Work nearly done to toughen privacy rules and penalties

Local | Amy Nip 8 Feb 2019

Proposals to amend the privacy laws will be finalized in the first half of the year, including whether to make it mandatory for enterprises to report data leaks, said Secretary for Constitutional and Mainland Affairs Patrick Nip Tak-kuen.

This follows the controversy involving Cathay Pacific Airways, which said the data of 9.4 million passengers had been leaked last year. It only made the revelation seven months later.

In a radio interview, Nip said details for amending the Personal Data (Privacy) Ordinance should be ready by June.

The topics being looked into center around whether it should be compulsory for companies to report leaks and if there should be harsher penalties for offenders, he said.

The government is also considering shortening the number of years required for firms to keep client records. But it is "open-minded" to suggestions, Nip added.

Earlier, Privacy Commissioner Stephen Wong Kai-yi admitted Hong Kong's privacy watchdog is weak compared to its foreign counterparts.

Dubbed as a toothless tiger by many critics, the commission will investigate and hold discussions with the government on increasing the penalties, Wong said. Granting the commission more power is also on the table.

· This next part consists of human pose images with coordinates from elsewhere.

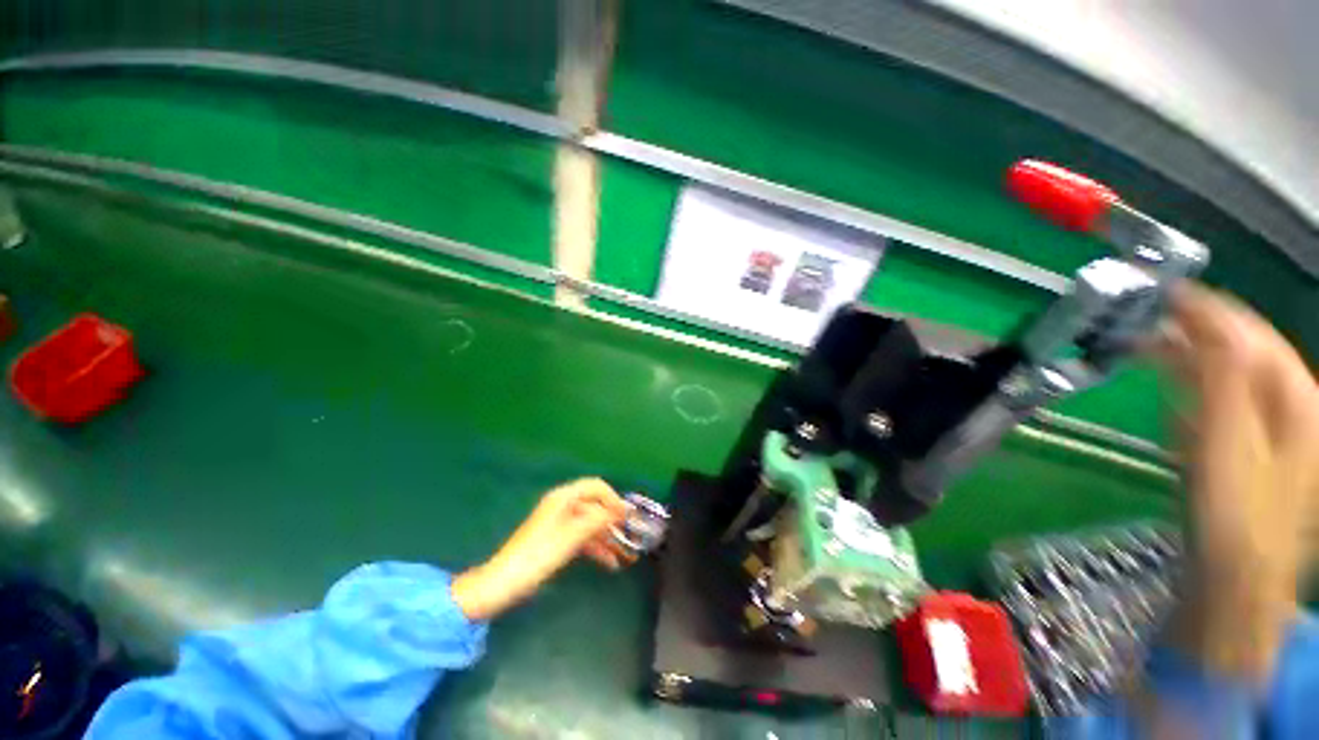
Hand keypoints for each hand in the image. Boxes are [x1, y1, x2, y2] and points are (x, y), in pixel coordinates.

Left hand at [451, 478, 635, 620]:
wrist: (503, 584)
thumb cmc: (538, 555)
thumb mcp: (571, 536)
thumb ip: (598, 519)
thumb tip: (621, 509)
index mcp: (564, 498)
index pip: (596, 487)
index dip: (614, 498)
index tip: (628, 516)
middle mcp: (563, 506)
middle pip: (595, 506)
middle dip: (614, 521)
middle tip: (633, 536)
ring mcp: (561, 524)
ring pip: (591, 524)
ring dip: (609, 537)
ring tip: (627, 554)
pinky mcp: (558, 540)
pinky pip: (583, 538)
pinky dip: (597, 548)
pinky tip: (611, 563)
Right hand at [1154, 284, 1318, 682]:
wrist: (1235, 580)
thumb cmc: (1233, 513)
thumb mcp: (1228, 443)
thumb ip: (1224, 379)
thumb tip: (1208, 322)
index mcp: (1299, 400)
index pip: (1252, 335)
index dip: (1210, 309)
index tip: (1164, 290)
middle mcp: (1297, 407)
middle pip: (1246, 353)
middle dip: (1198, 332)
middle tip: (1147, 317)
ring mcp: (1279, 432)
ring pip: (1235, 378)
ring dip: (1192, 361)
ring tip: (1149, 347)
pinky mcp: (1256, 452)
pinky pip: (1228, 407)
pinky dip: (1198, 395)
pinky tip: (1174, 398)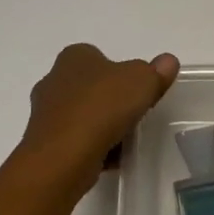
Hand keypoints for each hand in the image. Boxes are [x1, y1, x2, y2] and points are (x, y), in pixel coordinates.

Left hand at [18, 44, 179, 191]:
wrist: (63, 157)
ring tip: (125, 139)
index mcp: (74, 57)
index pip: (99, 56)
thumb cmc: (102, 108)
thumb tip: (167, 62)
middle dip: (111, 100)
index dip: (120, 72)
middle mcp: (54, 80)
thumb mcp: (142, 81)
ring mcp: (45, 114)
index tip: (137, 90)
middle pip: (91, 87)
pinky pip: (76, 140)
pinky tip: (110, 158)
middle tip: (134, 114)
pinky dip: (93, 147)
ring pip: (83, 115)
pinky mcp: (46, 143)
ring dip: (102, 125)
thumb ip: (156, 70)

Wong said the commission is considering following the footsteps of the European Union's new general data protection regulation, which requires data handlers to report data breaches within three days.

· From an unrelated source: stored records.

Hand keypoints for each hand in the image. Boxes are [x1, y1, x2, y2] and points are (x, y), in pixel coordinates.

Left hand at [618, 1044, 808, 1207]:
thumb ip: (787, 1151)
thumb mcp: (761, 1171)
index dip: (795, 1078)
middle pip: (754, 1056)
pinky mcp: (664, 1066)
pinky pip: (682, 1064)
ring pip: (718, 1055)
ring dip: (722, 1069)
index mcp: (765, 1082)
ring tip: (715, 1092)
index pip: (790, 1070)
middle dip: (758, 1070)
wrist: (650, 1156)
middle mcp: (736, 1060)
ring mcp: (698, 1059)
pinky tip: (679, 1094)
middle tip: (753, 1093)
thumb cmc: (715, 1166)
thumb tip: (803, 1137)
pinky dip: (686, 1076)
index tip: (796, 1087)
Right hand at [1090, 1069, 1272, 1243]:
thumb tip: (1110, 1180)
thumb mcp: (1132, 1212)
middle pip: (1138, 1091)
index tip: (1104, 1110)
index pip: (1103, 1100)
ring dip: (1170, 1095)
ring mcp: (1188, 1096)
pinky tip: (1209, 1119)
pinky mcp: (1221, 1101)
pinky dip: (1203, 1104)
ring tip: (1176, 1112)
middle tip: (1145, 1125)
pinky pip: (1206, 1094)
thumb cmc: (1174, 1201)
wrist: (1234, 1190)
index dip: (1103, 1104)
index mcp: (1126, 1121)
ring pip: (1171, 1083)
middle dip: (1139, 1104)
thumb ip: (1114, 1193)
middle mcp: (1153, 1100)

Companies that fail to report the breaches within the required time frame can be fined 20 million euros (HK$178 million) or 4 percent of their annual revenues.

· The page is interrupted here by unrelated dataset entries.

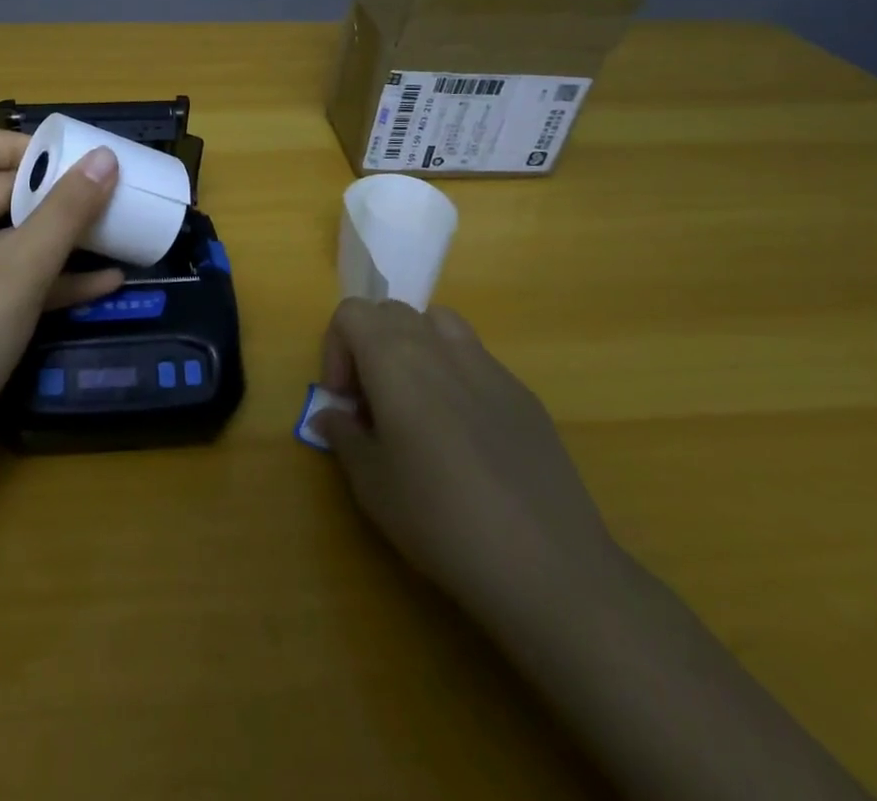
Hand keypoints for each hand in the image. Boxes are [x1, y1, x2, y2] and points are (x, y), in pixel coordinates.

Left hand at [0, 129, 122, 439]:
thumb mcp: (22, 266)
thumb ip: (67, 210)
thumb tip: (105, 156)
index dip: (17, 145)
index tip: (67, 161)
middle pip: (0, 191)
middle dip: (54, 190)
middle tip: (107, 194)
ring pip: (15, 238)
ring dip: (63, 236)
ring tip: (116, 233)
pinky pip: (17, 280)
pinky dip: (56, 278)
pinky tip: (105, 285)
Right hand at [314, 299, 619, 615]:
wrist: (548, 565)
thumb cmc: (441, 519)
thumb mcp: (372, 485)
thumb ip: (343, 436)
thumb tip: (329, 415)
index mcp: (394, 359)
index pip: (350, 313)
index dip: (336, 349)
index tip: (344, 401)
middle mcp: (438, 346)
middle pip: (391, 312)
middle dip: (371, 346)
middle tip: (373, 404)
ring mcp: (487, 365)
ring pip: (437, 323)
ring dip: (415, 347)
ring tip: (417, 402)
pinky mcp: (522, 393)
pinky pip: (475, 358)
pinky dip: (455, 374)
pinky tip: (466, 434)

In Hong Kong, organizations are currently not obliged to report data breaches to the commissioner, and the maximum fine is HK$50,000.

Meanwhile, Nip rejected criticisms the government is ignoring the Equal Opportunities Commission's recommendations on racial discrimination.

The equality watchdog has suggested the government prioritize providing protection from racial discrimination in relation to the exercise of government functions and powers when it amends the laws.

This will help establish a legal foundation to ban authorities from making any policy that discriminates against a person's race.

Nip said the government is trying to press through easier and urgent options first before looking into the more complex ones.